L’O.T.A.N. et la Russie ont trouvé un accord concernant le rôle des forces russes au Kosovo : elles ne commanderont pas une zone spécifique mais seront réparties dans les différentes régions gérées par des pays membres de l’Alliance. Ce compromis permet à la Russie de garder la tête haute après s’être soumise à l’Occident de nombreuses fois. Par ailleurs, il est probable que la présence de soldats d’un pays « ami » constitue un élément rassurant qui incite les serbes du Kosovo à rester chez eux. Bref, l’élaboration de la paix demande à chacun de se montrer conciliant... Ainsi, entre l’U.C.K. qui accepte peu à peu de se laisser désarmer et les troupes de la K.F.O.R. qui s’efforcent à la discrétion, une volonté commune de préserver ce qui peut l’être commence à se faire jour. De sorte que les représailles des uns et les ultimes exactions des autres paraissent une insulte à la paix d’autant plus intolérable.
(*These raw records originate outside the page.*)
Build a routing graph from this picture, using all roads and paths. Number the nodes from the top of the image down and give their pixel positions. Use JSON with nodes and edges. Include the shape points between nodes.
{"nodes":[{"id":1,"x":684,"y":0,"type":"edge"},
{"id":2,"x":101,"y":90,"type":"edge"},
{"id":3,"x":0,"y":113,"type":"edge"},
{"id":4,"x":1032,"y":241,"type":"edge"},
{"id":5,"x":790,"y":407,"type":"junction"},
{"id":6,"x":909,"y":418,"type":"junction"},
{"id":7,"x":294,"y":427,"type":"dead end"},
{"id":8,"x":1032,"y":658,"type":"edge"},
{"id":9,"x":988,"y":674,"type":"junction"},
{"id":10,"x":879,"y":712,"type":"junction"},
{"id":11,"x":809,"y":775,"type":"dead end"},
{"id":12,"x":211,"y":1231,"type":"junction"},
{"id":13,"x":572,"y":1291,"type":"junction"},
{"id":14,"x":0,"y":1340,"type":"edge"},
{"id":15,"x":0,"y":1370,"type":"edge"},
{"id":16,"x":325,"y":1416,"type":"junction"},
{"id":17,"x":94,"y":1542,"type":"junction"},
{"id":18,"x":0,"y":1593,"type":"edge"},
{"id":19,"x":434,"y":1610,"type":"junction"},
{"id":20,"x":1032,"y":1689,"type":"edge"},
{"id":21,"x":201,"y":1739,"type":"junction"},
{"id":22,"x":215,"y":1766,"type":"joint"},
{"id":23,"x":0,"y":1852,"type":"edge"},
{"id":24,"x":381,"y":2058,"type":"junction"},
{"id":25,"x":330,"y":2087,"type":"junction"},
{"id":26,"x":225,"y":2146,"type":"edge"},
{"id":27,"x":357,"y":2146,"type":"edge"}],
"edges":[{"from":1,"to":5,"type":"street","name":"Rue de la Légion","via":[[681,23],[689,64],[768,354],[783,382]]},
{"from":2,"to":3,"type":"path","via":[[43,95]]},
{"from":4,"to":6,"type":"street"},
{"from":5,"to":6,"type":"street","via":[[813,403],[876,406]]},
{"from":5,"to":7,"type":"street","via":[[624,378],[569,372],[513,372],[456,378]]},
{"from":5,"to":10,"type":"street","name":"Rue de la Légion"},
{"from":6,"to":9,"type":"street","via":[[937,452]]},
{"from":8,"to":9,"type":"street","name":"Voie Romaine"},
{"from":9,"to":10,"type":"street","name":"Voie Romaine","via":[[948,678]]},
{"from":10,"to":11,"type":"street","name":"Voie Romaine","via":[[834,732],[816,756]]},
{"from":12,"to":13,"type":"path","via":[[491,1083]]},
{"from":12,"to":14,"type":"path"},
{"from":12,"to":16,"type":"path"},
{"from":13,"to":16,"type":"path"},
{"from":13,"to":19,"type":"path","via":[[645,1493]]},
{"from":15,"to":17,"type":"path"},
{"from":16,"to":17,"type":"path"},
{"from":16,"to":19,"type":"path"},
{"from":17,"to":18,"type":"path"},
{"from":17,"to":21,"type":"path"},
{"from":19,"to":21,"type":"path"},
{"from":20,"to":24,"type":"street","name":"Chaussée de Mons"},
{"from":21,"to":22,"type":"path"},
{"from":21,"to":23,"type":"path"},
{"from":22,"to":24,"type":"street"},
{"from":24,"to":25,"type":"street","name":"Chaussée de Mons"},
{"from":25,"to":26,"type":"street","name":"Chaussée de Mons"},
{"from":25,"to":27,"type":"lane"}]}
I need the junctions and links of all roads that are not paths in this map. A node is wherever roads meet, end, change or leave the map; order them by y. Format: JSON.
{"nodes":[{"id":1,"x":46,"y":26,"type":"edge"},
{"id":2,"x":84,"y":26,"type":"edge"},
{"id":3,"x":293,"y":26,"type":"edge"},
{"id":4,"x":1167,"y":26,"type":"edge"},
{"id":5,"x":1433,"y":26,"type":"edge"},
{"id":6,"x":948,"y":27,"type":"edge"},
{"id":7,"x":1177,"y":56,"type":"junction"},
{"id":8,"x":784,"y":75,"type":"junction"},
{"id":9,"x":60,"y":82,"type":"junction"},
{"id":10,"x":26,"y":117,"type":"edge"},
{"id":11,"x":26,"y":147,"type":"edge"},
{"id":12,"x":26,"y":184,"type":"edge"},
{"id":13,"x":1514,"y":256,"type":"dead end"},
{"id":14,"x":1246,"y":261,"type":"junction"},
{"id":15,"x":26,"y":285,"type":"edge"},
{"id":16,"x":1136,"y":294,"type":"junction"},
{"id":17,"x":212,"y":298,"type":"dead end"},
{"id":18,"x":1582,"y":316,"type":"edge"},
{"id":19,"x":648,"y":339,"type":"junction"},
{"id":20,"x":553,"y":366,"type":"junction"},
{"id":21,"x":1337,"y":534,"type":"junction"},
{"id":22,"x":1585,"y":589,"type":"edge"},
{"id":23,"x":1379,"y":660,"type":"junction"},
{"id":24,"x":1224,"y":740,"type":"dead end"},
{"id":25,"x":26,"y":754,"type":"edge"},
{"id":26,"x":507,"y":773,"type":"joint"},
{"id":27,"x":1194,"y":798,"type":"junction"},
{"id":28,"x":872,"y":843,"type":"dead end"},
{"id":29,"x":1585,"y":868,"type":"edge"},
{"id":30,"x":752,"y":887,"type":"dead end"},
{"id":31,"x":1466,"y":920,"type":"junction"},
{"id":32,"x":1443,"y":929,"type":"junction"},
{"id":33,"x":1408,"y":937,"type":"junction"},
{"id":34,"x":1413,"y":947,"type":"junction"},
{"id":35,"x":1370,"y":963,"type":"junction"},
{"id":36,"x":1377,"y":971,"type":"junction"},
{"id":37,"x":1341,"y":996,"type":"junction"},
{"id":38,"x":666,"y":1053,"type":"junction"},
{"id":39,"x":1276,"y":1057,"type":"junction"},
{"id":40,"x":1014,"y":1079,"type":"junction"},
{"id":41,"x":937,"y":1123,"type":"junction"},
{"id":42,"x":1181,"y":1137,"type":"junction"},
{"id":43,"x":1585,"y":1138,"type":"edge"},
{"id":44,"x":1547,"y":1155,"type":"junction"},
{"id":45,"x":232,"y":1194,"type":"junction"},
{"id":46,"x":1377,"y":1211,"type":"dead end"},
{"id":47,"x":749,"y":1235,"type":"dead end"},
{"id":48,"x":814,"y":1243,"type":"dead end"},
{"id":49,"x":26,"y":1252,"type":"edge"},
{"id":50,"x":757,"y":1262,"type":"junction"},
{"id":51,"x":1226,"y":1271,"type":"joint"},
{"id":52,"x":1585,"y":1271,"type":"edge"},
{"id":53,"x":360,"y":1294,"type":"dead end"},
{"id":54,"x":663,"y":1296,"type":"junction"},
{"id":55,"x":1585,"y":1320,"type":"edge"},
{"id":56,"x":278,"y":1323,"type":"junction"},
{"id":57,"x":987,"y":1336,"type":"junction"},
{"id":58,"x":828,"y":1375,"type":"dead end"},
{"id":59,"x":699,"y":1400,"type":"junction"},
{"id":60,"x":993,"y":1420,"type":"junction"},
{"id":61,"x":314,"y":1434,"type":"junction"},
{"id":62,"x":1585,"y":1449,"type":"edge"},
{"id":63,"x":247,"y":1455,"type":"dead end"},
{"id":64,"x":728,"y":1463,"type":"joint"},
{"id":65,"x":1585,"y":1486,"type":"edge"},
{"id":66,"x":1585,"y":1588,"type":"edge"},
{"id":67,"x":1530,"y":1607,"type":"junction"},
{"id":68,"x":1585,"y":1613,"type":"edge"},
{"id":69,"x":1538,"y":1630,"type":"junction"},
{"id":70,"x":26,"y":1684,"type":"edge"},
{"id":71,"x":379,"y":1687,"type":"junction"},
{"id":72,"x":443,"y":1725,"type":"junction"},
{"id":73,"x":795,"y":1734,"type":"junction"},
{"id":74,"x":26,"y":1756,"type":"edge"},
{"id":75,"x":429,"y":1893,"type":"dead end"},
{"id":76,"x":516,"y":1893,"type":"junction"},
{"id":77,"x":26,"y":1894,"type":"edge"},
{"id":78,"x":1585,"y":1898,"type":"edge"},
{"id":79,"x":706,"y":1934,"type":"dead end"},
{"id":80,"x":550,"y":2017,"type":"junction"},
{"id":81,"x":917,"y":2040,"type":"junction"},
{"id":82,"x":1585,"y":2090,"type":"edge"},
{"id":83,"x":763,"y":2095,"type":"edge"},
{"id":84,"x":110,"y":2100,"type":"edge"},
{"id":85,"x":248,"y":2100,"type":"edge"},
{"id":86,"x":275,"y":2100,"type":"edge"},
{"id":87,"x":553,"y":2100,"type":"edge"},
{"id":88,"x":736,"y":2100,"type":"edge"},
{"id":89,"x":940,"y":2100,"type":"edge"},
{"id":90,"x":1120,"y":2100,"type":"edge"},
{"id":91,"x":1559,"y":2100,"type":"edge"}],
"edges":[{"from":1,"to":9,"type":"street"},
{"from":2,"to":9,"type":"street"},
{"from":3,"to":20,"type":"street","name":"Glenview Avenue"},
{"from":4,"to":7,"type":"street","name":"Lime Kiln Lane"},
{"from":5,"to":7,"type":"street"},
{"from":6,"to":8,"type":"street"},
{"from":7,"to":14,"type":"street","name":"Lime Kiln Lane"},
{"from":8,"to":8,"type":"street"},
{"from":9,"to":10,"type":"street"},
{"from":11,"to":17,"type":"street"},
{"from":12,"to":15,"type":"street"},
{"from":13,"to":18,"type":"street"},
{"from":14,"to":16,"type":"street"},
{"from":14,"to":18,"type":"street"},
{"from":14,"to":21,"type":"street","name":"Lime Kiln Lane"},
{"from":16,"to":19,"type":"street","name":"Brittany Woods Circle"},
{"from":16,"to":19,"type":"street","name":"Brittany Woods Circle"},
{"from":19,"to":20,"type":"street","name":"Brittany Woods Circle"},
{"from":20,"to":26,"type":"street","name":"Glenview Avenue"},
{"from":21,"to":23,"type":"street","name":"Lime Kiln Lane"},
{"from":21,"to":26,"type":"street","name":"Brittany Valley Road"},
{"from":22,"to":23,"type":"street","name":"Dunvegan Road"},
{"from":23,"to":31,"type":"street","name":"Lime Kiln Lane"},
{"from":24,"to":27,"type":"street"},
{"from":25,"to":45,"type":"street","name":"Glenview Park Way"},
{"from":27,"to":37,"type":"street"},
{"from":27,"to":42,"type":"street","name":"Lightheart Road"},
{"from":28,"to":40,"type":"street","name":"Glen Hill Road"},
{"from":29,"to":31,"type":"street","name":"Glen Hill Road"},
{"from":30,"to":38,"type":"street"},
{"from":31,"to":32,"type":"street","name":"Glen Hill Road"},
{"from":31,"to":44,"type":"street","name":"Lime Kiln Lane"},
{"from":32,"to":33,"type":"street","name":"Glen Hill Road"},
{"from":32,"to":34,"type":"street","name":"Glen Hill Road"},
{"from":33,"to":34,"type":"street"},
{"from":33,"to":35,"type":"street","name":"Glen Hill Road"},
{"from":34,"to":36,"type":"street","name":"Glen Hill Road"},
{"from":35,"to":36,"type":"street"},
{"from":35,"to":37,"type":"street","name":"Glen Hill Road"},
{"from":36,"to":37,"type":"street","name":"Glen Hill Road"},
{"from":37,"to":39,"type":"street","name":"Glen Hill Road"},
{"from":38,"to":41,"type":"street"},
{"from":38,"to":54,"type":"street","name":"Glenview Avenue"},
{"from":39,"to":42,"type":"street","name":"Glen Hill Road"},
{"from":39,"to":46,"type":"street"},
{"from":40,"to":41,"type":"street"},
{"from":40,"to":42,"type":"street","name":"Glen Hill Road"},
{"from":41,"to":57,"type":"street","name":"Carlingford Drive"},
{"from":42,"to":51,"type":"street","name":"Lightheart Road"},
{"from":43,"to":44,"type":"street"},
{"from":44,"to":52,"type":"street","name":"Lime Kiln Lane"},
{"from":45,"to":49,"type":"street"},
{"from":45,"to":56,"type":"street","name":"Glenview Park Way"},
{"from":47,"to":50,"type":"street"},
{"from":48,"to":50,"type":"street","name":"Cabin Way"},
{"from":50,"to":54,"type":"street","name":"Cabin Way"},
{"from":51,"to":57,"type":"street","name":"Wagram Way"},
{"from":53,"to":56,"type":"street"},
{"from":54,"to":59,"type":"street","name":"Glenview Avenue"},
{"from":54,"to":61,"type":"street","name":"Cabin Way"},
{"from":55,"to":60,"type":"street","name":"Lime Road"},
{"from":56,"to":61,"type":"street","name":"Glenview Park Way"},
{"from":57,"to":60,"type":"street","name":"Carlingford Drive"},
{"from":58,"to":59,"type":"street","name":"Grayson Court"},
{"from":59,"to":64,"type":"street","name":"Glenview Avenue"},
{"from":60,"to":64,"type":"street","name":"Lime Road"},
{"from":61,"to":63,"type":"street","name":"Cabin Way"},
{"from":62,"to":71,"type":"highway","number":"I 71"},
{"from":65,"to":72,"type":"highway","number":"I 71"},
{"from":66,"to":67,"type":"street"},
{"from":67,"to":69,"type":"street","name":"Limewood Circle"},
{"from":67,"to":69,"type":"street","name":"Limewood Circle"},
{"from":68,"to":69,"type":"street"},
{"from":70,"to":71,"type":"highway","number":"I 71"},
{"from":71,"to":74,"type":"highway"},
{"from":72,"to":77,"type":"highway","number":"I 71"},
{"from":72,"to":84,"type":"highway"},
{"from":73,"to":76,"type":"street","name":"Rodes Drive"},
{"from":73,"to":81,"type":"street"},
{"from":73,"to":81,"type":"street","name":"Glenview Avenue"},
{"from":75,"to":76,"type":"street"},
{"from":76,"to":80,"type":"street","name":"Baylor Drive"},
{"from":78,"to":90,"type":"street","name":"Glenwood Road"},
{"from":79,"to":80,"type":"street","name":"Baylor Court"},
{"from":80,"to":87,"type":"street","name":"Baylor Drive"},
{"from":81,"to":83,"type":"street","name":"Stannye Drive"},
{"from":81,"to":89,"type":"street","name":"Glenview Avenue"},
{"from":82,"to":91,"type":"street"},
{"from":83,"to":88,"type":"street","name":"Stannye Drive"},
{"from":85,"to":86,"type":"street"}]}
Il semble que la gravité des événements qui se sont déroulés au Kosovo recouvre toute la région d’une lourde chape faite de respect auquel se mêle le sentiment du sacré. Ce sont des villages entiers qui prennent à présent la forme de sanctuaires et les cadavres entassés dans les fosses sont maintenant autant de reliques. Le danger est grand, malheureusement, que chaque tombe fraîchement creusée serve de fondation à un nationalisme destructeur.
C’est ce qu’il faut éviter à tout prix et c’est pourquoi il est bon de rester à l’écoute de ces hommes et de ces femmes qui ont payé de leur vie une liberté que d’autres savoureront. Le message qu’ils nous transmettent est simple : « vivez, vous qui en avez la possibilité, ne vous laissez pas entraîner dans le cycle sans fin des vengeances, ne soyez pas les esclaves de la haine comme l’étaient ceux qui ont pris nos vies. » Oui, la mort de ceux que nous aimons doit nous aider à devenir différents. Elle doit nous permettre d’évoluer, de nous changer : à quoi servirait-il de ressembler à nos bourreaux ? Cela demande d’accepter la solitude, celle que ressentent ceux qui se postent à l’avant-garde de la Fraternité telle cette vieille femme serbe, abandonnée par les siens et qui déclarait à un journaliste : « Ils n’ont pas voulu de moi parce que j’aime bien les albanais. » Suivre l’Amour du prochain demande en effet d’assumer seul certaines épreuves afin que d’autres, par la suite, puissent les dépasser plus facilement.